● **Material provided**

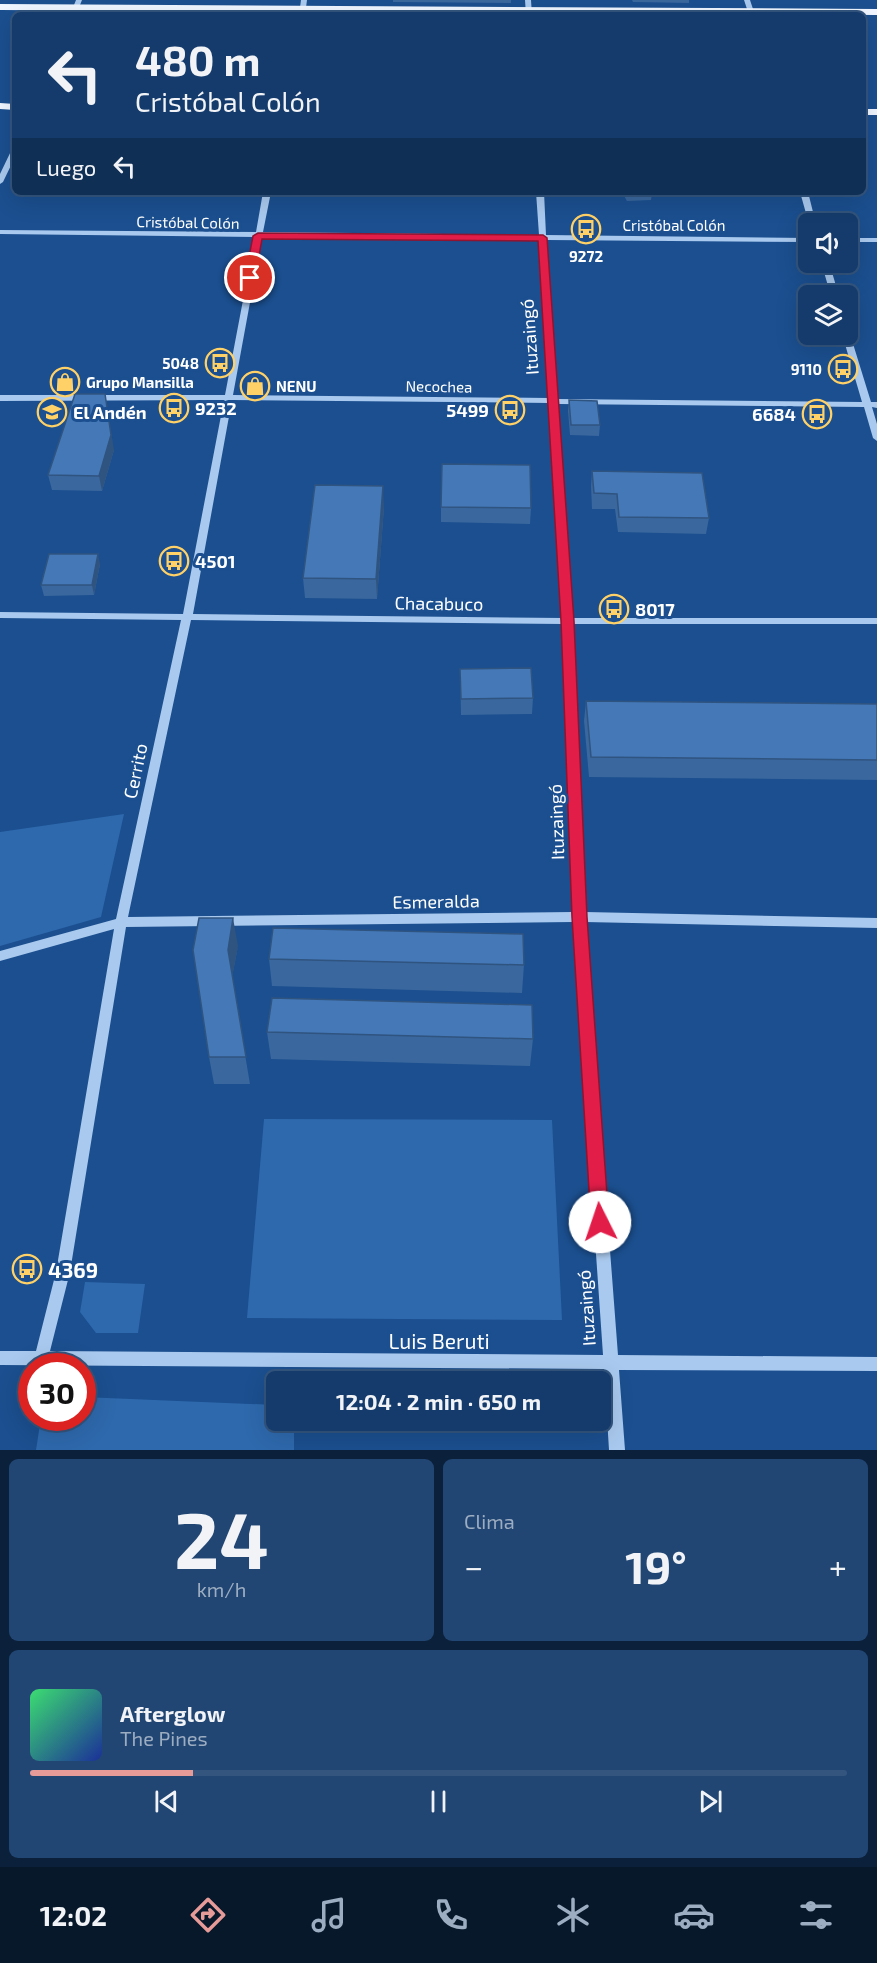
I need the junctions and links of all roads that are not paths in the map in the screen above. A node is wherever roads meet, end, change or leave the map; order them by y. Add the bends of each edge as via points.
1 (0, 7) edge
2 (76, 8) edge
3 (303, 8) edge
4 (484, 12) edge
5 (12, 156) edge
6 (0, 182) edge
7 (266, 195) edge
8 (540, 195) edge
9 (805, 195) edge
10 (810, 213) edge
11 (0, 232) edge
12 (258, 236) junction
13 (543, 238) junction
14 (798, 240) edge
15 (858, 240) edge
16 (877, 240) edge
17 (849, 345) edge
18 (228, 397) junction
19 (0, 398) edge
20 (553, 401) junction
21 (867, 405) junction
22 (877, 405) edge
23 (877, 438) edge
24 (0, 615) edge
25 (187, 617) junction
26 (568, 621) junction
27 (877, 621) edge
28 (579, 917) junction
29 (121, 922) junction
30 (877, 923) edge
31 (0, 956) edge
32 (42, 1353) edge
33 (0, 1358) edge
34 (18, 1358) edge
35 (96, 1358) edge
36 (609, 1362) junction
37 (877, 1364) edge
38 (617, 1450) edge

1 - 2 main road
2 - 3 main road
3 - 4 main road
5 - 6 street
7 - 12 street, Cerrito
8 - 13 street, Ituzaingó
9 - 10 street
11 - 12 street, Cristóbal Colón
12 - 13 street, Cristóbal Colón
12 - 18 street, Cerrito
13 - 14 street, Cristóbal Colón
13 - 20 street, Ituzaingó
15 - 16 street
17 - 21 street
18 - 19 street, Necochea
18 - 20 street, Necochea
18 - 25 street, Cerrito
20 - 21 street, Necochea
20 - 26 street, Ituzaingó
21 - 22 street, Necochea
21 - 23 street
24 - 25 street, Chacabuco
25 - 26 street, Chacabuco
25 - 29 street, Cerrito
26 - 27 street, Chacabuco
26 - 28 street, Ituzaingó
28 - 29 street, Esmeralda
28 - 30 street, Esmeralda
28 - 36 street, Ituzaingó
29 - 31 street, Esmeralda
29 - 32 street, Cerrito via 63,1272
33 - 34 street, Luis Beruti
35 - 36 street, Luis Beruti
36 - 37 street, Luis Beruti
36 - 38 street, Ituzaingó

● **Directions for this task**
Apply a filter for "Chacabuco" to the entries and show each line that passes.

● **Written response**
24 - 25 street, Chacabuco
25 - 26 street, Chacabuco
26 - 27 street, Chacabuco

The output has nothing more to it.